- **Activity**
Your response should contain every line from the data below that holds the string "Calvi".

BEGIN Supplied material

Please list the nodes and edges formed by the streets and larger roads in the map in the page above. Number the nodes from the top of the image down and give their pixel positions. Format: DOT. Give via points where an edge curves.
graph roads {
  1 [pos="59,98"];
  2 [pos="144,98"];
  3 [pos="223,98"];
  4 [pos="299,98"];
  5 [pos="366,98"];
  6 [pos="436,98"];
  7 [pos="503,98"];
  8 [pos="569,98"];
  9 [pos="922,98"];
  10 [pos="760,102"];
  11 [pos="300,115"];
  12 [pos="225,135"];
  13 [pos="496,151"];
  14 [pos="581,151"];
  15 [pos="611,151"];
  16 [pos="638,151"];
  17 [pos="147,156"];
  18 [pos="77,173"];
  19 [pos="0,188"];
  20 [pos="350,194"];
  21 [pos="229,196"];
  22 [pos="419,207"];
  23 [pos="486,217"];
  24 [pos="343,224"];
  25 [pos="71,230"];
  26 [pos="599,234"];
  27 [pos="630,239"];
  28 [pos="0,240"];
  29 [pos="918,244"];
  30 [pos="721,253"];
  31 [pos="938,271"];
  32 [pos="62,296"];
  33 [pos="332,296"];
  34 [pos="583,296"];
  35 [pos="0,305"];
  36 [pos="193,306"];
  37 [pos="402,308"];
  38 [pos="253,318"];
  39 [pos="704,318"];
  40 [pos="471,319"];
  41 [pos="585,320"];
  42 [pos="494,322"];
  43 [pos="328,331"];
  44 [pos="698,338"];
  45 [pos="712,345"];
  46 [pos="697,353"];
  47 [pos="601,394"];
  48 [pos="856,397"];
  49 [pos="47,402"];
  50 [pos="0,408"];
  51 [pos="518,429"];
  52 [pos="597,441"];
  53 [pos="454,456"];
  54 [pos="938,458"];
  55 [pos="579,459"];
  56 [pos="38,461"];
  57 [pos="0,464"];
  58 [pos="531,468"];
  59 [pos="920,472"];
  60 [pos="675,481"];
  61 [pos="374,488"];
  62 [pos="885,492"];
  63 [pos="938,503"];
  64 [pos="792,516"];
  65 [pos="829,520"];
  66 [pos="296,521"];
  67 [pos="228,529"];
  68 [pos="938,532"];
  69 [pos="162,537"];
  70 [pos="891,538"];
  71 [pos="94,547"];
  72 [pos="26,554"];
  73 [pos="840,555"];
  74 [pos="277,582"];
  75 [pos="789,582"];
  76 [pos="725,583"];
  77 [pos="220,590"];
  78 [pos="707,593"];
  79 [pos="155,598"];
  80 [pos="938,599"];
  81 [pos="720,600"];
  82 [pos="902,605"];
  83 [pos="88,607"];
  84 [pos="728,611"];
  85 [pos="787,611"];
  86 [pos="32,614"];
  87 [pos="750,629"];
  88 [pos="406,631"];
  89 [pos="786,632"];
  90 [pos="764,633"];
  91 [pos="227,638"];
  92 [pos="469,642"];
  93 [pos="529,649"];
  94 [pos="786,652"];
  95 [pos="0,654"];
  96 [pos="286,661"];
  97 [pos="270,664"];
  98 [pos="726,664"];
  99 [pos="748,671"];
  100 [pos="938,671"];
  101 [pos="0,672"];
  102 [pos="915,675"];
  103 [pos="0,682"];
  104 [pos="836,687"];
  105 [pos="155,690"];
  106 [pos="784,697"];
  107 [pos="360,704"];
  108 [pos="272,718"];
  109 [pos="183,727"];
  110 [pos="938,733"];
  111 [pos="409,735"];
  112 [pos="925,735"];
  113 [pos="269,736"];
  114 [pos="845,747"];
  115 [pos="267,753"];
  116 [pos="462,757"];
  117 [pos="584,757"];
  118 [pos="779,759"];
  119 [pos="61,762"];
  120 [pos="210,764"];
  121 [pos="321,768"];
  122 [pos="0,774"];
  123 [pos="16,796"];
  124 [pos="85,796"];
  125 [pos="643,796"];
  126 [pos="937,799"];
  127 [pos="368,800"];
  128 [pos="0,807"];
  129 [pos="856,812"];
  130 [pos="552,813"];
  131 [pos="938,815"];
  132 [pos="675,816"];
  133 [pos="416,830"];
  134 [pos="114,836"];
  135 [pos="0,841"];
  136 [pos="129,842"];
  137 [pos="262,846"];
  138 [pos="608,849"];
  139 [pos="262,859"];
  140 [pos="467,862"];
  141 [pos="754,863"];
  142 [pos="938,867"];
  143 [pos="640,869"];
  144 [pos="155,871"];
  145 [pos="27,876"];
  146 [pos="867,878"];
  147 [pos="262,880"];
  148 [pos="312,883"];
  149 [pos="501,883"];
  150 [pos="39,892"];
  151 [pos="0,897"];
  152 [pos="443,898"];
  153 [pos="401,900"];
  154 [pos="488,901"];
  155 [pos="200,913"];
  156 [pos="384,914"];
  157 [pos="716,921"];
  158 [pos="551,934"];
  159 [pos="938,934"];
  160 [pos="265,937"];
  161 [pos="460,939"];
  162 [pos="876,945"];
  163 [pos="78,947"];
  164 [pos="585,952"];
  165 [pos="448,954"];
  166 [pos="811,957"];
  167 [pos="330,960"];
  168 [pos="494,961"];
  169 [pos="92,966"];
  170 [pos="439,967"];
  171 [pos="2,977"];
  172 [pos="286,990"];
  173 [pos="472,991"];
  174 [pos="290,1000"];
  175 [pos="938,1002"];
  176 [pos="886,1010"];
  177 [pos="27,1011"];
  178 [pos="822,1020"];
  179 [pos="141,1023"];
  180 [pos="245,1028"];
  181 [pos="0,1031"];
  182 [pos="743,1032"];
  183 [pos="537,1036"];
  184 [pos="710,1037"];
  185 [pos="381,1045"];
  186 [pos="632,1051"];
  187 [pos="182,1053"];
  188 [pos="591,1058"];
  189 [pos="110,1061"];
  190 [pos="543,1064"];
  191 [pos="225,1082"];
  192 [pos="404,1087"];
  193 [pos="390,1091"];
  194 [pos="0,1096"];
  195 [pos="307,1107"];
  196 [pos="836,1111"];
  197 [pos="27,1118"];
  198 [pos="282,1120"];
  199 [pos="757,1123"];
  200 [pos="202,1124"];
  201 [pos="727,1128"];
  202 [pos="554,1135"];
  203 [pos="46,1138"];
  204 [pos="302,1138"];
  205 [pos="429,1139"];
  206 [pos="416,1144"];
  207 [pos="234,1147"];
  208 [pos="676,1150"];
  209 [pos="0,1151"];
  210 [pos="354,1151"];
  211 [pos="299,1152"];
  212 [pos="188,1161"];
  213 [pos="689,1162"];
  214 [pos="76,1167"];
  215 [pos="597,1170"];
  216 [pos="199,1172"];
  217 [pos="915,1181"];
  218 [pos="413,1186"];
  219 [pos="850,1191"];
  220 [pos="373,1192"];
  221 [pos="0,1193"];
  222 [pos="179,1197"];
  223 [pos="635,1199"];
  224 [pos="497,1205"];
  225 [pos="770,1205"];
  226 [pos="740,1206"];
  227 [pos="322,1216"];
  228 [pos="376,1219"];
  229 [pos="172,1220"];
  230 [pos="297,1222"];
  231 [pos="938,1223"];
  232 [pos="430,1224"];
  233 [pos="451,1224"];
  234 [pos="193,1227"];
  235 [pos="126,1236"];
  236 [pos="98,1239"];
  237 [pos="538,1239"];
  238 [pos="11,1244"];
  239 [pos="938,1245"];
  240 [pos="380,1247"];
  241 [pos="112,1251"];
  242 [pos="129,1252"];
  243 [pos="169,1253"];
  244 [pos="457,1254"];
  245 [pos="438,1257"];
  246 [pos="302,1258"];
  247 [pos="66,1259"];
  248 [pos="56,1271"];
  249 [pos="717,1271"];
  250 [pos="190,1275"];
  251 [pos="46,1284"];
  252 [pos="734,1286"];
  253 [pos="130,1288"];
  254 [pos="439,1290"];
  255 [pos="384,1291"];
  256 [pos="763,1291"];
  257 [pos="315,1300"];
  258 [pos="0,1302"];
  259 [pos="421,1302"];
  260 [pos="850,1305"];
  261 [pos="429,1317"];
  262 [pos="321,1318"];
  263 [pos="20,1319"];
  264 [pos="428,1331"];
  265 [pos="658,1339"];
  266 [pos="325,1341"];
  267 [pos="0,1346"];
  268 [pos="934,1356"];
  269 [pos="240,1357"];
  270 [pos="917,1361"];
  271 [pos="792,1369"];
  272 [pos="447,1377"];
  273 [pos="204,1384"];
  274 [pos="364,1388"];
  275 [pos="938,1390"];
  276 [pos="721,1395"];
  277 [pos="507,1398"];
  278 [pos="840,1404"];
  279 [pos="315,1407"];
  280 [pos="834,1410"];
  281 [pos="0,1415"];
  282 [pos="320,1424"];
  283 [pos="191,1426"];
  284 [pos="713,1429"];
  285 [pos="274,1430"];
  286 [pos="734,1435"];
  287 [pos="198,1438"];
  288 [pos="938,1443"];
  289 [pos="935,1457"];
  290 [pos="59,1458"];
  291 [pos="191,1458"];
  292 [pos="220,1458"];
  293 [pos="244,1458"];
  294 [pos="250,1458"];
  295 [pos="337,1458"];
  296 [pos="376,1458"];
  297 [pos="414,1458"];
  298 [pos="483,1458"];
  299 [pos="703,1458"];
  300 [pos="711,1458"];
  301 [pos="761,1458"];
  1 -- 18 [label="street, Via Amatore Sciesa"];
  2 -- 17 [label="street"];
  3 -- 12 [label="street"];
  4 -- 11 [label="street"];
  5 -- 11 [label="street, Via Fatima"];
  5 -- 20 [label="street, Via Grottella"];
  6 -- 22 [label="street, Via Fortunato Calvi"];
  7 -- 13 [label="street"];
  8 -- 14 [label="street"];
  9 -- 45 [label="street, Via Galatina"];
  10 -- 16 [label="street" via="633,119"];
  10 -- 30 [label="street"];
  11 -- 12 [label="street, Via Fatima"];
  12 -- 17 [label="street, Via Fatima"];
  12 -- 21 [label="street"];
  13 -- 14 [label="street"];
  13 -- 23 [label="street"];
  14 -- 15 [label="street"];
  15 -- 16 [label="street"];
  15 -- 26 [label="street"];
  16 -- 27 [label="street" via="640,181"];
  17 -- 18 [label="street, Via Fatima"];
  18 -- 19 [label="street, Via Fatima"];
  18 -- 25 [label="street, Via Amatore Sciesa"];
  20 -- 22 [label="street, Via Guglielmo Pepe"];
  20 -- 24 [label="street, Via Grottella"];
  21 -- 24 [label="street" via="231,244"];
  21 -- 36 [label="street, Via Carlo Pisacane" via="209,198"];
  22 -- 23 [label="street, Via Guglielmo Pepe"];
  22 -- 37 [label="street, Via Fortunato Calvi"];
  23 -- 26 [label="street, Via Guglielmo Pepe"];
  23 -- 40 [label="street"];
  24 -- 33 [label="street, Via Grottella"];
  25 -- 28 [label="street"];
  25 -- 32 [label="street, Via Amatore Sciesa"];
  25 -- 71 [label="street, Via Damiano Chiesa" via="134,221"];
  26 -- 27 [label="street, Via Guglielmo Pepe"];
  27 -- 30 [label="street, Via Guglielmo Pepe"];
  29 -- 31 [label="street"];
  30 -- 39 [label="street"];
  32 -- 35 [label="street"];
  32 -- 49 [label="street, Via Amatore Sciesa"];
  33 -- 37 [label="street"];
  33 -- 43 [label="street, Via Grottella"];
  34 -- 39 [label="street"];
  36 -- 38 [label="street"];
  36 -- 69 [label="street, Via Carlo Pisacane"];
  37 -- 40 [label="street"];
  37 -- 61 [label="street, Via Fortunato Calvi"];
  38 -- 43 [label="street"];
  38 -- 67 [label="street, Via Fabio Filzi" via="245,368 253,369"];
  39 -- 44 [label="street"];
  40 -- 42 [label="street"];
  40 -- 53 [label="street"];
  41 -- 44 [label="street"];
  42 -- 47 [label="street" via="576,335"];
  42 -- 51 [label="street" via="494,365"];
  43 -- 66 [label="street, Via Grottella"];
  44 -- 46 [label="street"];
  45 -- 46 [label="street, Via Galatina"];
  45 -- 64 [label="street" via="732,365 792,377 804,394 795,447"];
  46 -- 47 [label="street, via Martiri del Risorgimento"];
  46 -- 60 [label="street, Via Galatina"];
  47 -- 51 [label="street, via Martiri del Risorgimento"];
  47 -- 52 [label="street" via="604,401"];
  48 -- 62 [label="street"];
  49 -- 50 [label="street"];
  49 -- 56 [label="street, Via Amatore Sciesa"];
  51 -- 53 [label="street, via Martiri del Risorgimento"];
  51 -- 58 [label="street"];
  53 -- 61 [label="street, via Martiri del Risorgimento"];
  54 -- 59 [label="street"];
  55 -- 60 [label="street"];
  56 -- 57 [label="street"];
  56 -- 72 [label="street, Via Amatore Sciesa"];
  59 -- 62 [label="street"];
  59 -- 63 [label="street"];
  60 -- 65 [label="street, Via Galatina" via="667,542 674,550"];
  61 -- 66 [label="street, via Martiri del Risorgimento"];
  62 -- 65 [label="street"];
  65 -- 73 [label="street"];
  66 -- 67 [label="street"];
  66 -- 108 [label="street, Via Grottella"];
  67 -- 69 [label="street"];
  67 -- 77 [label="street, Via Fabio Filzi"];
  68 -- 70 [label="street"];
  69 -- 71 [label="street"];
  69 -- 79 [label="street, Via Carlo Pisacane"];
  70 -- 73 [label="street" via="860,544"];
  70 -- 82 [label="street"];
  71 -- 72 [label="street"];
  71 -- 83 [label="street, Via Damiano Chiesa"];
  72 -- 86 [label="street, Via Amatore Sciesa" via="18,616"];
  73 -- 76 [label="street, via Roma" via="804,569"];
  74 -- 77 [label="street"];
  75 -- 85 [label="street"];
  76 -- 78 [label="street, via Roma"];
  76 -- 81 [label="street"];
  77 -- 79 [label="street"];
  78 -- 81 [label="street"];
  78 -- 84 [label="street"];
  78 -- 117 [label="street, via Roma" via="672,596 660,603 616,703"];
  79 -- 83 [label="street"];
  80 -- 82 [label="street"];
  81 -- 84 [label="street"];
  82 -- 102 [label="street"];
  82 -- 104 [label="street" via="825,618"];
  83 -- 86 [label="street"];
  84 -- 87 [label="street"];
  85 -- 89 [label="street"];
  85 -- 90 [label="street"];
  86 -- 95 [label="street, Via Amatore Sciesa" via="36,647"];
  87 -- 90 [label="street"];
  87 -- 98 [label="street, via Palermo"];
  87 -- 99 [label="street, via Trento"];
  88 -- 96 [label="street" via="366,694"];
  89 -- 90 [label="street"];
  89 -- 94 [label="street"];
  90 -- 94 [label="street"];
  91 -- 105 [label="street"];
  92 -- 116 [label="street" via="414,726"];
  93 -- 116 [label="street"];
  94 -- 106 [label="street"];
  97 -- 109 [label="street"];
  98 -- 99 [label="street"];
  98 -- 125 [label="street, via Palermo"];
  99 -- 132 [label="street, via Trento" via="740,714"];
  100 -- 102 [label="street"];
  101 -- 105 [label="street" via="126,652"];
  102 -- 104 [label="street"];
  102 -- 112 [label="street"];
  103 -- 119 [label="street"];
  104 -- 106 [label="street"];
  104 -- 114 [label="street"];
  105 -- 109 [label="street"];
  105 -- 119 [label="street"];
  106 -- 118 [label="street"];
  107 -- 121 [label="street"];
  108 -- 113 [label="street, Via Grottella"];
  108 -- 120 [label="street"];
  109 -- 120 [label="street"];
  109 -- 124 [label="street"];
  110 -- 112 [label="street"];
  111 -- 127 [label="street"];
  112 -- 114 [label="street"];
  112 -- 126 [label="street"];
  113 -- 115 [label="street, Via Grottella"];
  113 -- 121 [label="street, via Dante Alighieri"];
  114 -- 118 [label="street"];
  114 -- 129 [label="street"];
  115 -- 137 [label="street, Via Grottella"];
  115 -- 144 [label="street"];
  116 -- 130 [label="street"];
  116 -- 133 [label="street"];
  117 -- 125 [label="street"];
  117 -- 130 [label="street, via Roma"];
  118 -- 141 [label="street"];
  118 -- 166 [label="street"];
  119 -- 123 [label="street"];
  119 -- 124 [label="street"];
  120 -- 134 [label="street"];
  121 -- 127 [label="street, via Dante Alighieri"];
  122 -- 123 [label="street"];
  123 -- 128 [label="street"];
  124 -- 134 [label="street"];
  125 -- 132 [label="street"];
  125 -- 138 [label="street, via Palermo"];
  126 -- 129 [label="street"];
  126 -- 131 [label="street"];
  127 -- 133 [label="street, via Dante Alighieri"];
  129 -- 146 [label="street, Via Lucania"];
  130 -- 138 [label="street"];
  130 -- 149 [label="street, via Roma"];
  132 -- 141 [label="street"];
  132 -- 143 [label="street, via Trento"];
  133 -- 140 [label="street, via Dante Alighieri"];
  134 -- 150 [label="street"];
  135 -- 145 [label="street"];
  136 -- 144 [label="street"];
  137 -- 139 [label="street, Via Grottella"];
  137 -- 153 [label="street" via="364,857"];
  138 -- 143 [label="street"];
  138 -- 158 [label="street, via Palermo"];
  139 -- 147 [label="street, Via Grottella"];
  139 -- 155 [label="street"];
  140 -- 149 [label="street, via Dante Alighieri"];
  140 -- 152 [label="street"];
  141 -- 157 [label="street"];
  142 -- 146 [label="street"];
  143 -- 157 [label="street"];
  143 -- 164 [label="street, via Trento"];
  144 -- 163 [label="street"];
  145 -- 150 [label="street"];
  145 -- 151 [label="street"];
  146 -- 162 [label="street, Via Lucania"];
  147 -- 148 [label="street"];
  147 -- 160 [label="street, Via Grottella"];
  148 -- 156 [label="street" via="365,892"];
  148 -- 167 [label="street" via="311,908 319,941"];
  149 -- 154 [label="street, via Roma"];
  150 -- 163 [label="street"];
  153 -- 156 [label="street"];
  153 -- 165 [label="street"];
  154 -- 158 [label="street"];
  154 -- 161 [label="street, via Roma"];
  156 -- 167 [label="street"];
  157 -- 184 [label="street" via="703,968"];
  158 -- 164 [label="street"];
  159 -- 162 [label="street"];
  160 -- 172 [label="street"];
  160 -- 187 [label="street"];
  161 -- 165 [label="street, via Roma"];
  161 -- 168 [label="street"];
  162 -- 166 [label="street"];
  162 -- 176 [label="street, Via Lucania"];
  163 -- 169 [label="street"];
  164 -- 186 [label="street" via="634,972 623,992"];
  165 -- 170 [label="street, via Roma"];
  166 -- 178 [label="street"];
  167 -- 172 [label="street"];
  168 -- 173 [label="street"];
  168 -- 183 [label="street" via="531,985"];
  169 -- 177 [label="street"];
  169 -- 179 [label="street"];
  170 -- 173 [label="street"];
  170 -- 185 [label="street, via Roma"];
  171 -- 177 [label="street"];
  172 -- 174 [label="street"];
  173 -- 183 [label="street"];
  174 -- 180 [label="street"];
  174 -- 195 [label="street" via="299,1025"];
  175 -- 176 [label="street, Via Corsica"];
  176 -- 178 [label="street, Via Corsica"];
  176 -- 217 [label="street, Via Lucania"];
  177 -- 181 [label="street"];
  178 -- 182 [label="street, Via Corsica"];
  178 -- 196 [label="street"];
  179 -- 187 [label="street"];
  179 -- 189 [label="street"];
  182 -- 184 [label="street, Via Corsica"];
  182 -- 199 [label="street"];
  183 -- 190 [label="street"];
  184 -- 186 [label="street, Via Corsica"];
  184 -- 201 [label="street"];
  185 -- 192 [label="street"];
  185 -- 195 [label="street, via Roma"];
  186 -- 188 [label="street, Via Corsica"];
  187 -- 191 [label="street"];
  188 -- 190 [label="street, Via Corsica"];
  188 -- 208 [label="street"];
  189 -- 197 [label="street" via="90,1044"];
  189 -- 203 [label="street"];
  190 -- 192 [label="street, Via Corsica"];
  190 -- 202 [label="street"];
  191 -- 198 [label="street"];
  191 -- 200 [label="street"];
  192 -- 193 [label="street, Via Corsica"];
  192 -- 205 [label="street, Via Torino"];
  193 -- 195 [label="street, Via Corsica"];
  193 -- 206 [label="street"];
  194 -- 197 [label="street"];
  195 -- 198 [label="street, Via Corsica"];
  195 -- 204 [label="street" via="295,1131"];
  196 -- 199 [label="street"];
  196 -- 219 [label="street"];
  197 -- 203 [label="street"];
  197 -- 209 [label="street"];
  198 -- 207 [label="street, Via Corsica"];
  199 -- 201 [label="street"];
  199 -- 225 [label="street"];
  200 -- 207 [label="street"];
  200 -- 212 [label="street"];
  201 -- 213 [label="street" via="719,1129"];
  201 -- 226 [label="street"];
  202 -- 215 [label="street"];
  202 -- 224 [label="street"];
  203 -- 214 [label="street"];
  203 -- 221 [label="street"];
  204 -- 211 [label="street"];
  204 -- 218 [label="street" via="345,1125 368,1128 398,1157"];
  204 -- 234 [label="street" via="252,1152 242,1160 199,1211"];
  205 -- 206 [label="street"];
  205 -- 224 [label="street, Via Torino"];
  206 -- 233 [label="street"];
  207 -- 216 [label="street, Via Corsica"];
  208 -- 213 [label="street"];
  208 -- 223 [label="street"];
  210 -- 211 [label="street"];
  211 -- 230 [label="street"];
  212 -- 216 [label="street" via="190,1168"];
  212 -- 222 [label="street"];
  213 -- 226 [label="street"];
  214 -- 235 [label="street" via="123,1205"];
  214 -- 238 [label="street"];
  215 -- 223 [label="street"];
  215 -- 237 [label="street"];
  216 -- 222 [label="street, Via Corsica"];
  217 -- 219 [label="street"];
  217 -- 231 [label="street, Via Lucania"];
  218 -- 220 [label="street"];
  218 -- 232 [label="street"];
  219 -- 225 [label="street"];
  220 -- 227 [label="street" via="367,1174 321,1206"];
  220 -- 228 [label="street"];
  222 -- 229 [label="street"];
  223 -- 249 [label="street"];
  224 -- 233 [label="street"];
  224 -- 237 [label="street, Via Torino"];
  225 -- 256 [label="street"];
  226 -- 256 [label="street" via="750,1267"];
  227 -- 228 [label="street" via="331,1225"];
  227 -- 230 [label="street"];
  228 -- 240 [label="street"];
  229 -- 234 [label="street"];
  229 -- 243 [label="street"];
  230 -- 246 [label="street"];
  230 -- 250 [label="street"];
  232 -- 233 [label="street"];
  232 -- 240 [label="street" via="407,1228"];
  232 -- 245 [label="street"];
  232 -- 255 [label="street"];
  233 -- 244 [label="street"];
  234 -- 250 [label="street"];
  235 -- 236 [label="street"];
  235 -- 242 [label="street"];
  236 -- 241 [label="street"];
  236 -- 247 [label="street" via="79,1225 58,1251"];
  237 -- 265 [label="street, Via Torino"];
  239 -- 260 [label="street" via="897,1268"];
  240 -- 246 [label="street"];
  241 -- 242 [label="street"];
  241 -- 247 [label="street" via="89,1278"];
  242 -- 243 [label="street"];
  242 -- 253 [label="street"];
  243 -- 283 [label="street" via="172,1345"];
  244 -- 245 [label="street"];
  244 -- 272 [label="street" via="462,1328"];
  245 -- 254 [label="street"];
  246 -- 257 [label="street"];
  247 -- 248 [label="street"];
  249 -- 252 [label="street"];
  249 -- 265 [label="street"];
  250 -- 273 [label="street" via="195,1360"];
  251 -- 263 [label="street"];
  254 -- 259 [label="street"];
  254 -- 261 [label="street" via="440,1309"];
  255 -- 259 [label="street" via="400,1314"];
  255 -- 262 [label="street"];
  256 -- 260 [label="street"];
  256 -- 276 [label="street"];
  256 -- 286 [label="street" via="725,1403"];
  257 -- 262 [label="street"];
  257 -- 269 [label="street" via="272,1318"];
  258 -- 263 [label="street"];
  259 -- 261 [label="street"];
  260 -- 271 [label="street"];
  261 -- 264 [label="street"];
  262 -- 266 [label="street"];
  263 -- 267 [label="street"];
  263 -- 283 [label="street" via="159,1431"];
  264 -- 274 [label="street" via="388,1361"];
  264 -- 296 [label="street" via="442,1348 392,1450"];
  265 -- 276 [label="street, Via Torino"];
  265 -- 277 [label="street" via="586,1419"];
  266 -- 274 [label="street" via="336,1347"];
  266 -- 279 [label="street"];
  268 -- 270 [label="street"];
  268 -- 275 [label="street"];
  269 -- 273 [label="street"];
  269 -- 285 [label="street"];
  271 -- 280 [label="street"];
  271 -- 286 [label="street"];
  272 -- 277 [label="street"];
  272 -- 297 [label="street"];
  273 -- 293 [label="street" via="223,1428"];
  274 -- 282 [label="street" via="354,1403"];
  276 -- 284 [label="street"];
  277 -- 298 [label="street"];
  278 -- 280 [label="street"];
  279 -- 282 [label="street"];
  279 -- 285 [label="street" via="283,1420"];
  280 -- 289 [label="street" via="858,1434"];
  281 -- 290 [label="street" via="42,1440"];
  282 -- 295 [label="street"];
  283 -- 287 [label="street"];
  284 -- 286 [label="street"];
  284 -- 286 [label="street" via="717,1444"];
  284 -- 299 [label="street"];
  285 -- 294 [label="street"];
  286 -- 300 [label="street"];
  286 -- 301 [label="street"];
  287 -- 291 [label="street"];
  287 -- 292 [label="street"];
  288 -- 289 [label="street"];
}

END Supplied material

- **Your solution**
  6 -- 22 [label="street, Via Fortunato Calvi"];
  22 -- 37 [label="street, Via Fortunato Calvi"];
  37 -- 61 [label="street, Via Fortunato Calvi"];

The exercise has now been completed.